So basically WebSub but you don't need to run a WebSub server - you could just
parse feeds using, for example, a procmail script. Email is already a well-
supported protocol; WebSub is not.

------
pmlnr
There's also [https://fed.brid.gy/](https://fed.brid.gy/) : if your site has
microformats2, it'll turn the site itself to activitypub.

------
edhelas
I also built
[https://github.com/edhelas/atomtopubsub/](https://github.com/edhelas/atomtopubsub/)
a while ago :)

Because XMPP Pubsub is basically a container for anything an
[https://xmpp.org/extensions/xep-0277.html](https://xmpp.org/extensions/xep-0277.html)
already fully standardize the presence of Atom 1.0 in XMPP it's super easy to
publish standard RSS/Atom feeds to XMPP and enjoy fully real-time,
decentralized news system.

There is no need to "fake" an ActivityPub account or edit your articles
content, the feeds (called Communities) can be managed with roles,
subscriptions and many other features and the articles are basically standard
Atom elements (like you can find on your average HTTP Atom feed, the container
changes, the content stays the same).

All those things are already standardized for years (Pubsub is there since
2002, Microblog since 2008) and implemented in the main XMPP servers.
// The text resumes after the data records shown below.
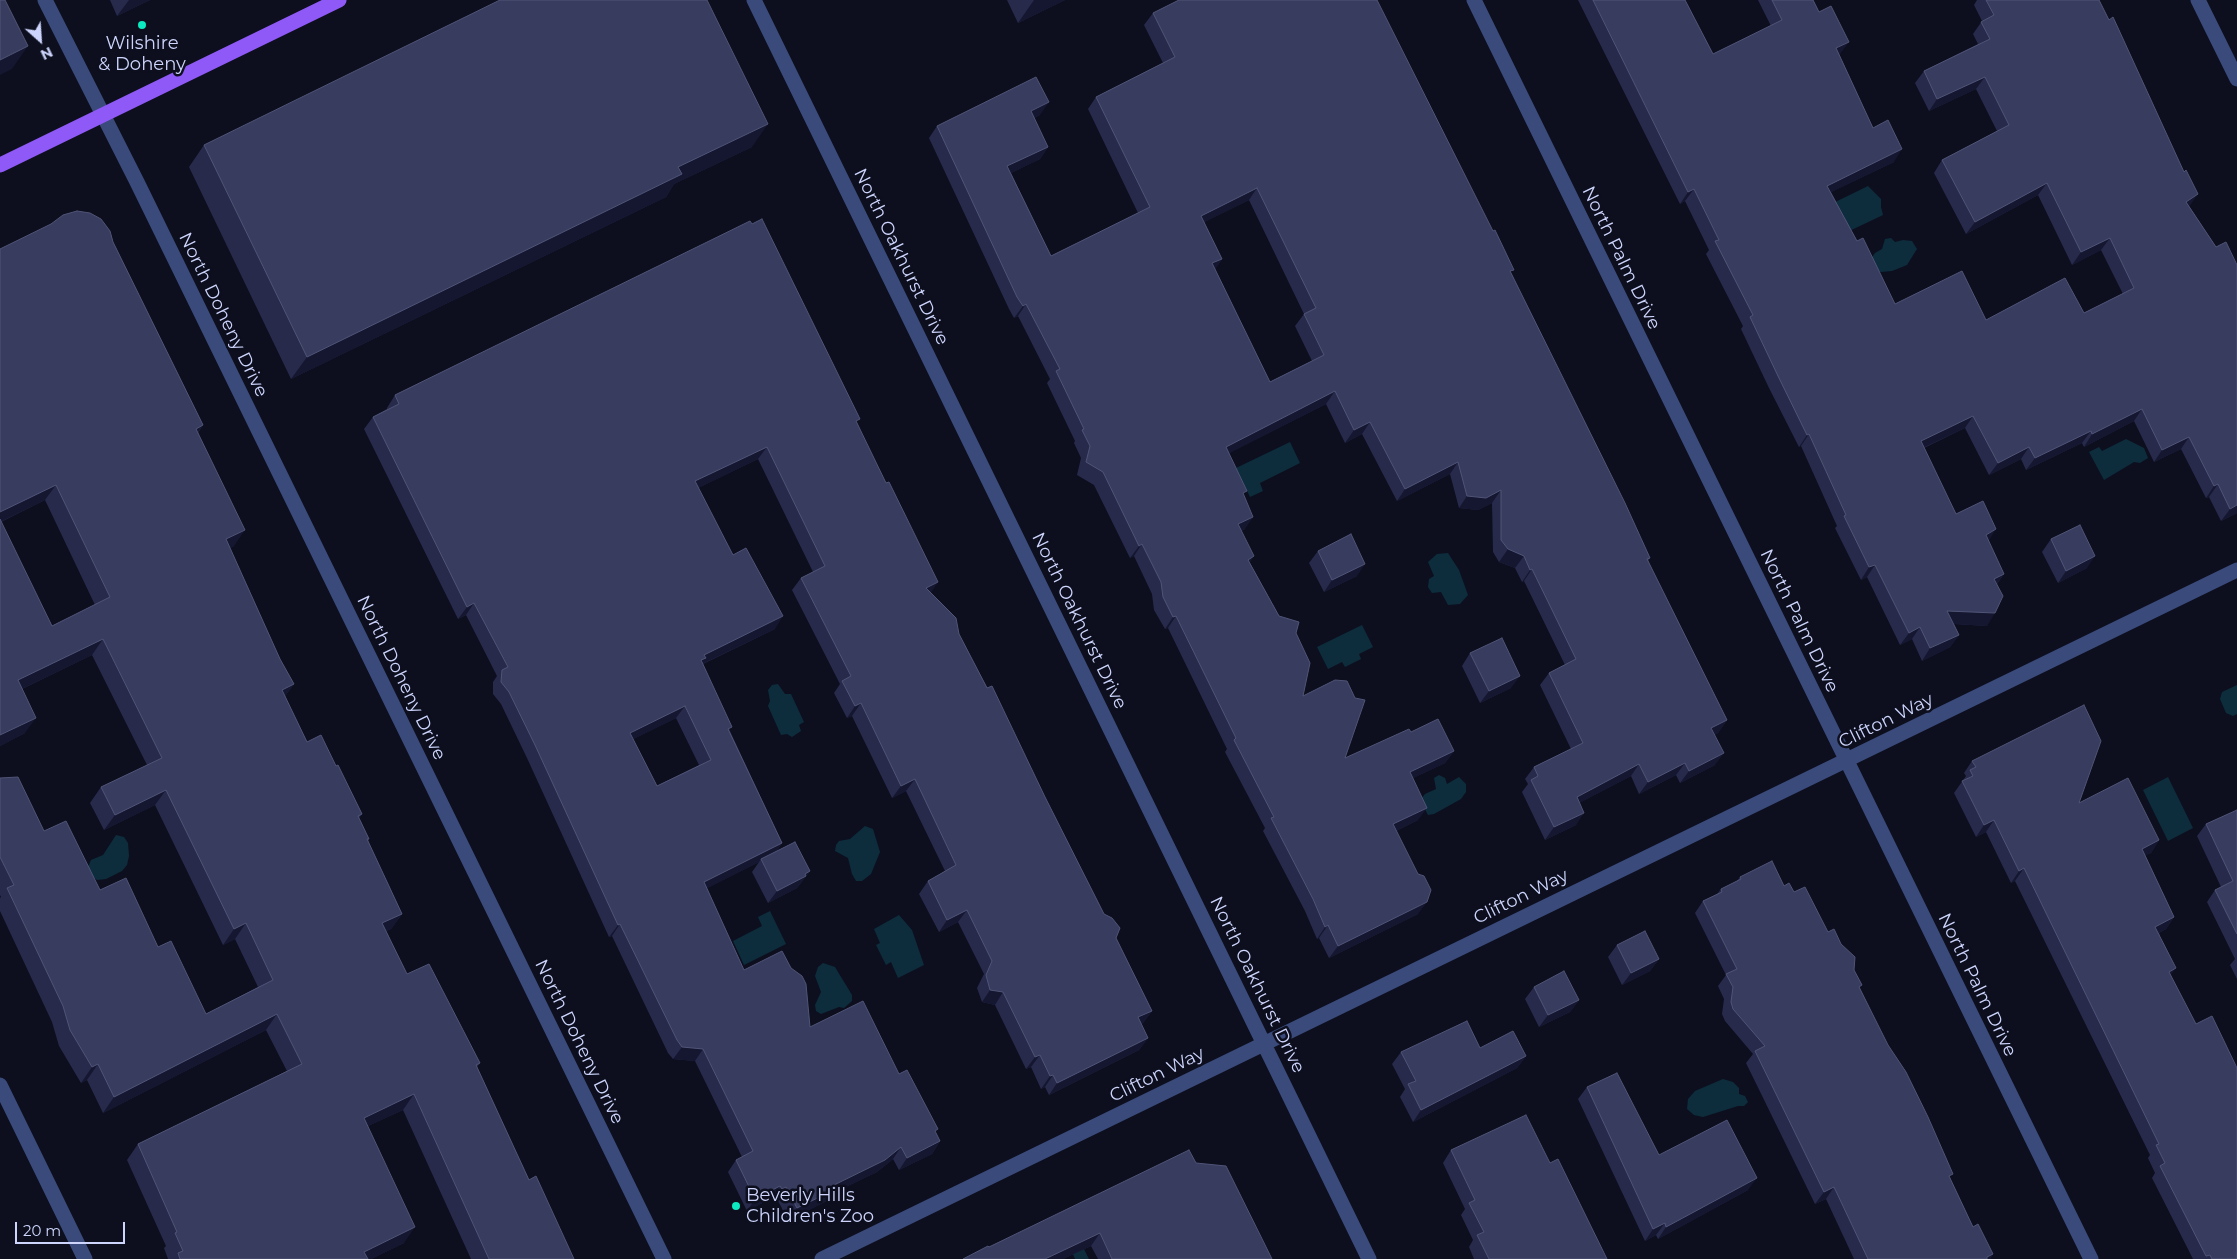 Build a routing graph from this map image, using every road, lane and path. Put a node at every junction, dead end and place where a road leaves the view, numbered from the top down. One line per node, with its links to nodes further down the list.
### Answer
1 (45, 0): 7 (street, North Doheny Drive)
2 (339, 0): 7 (main road)
3 (754, 0): 11 (street, North Oakhurst Drive)
4 (1474, 0): 10 (street, North Palm Drive)
5 (2198, 0): 6 (street)
6 (2237, 80)
7 (102, 115): 8 (main road); 14 (street, North Doheny Drive)
8 (0, 165)
9 (2237, 570): 10 (street, Clifton Way)
10 (1847, 761): 11 (street, Clifton Way); 17 (street, North Palm Drive)
11 (1265, 1045): 15 (street, Clifton Way); 16 (street, North Oakhurst Drive)
12 (0, 1084): 13 (street)
13 (85, 1259)
14 (664, 1259)
15 (822, 1259)
16 (1369, 1259)
17 (2091, 1259) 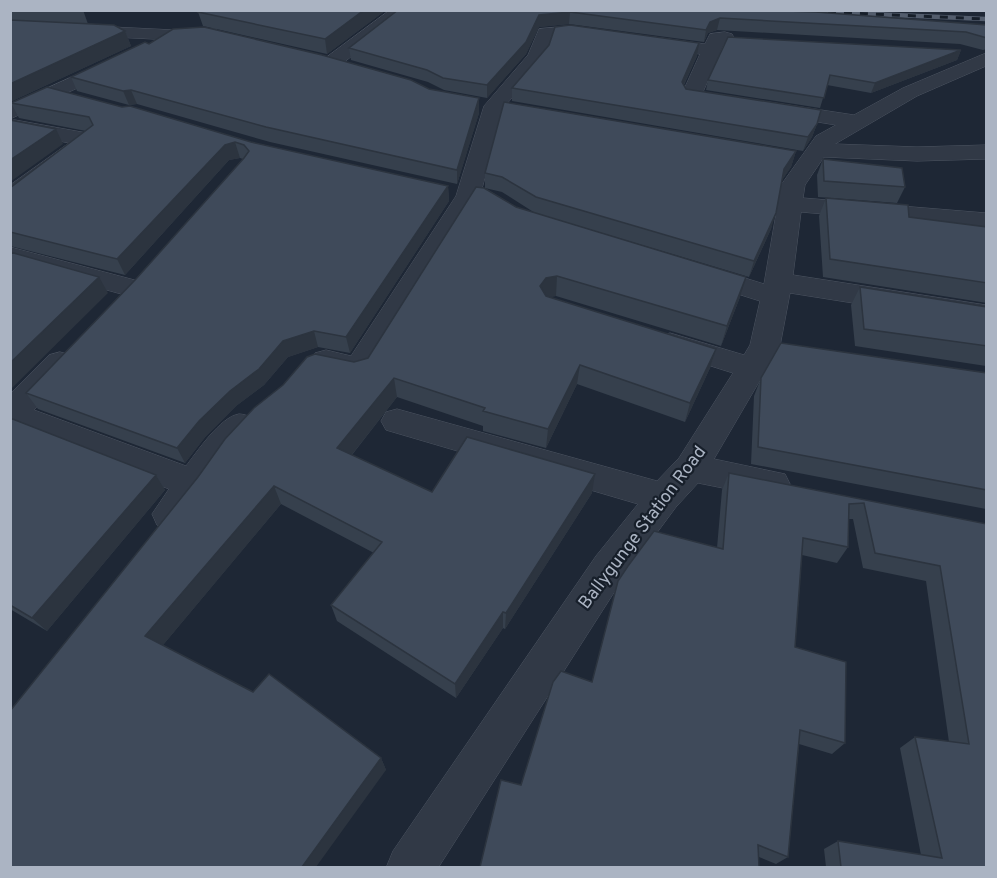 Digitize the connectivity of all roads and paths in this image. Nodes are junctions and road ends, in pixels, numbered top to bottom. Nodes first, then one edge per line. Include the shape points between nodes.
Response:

If you want to check things client side, I'm working on Movim that implements
all those things already [https://movim.eu/](https://movim.eu/).

Here is the XKCD feed on XMPP Pubsub
[https://nl.movim.eu/?node/comics.movim.eu/XKCD](https://nl.movim.eu/?node/comics.movim.eu/XKCD)
and our Movim Blog
[https://nl.movim.eu/?node/pubsub.movim.eu/Movim](https://nl.movim.eu/?node/pubsub.movim.eu/Movim)
(notice the likes, the comments, the edited content, the rich content)…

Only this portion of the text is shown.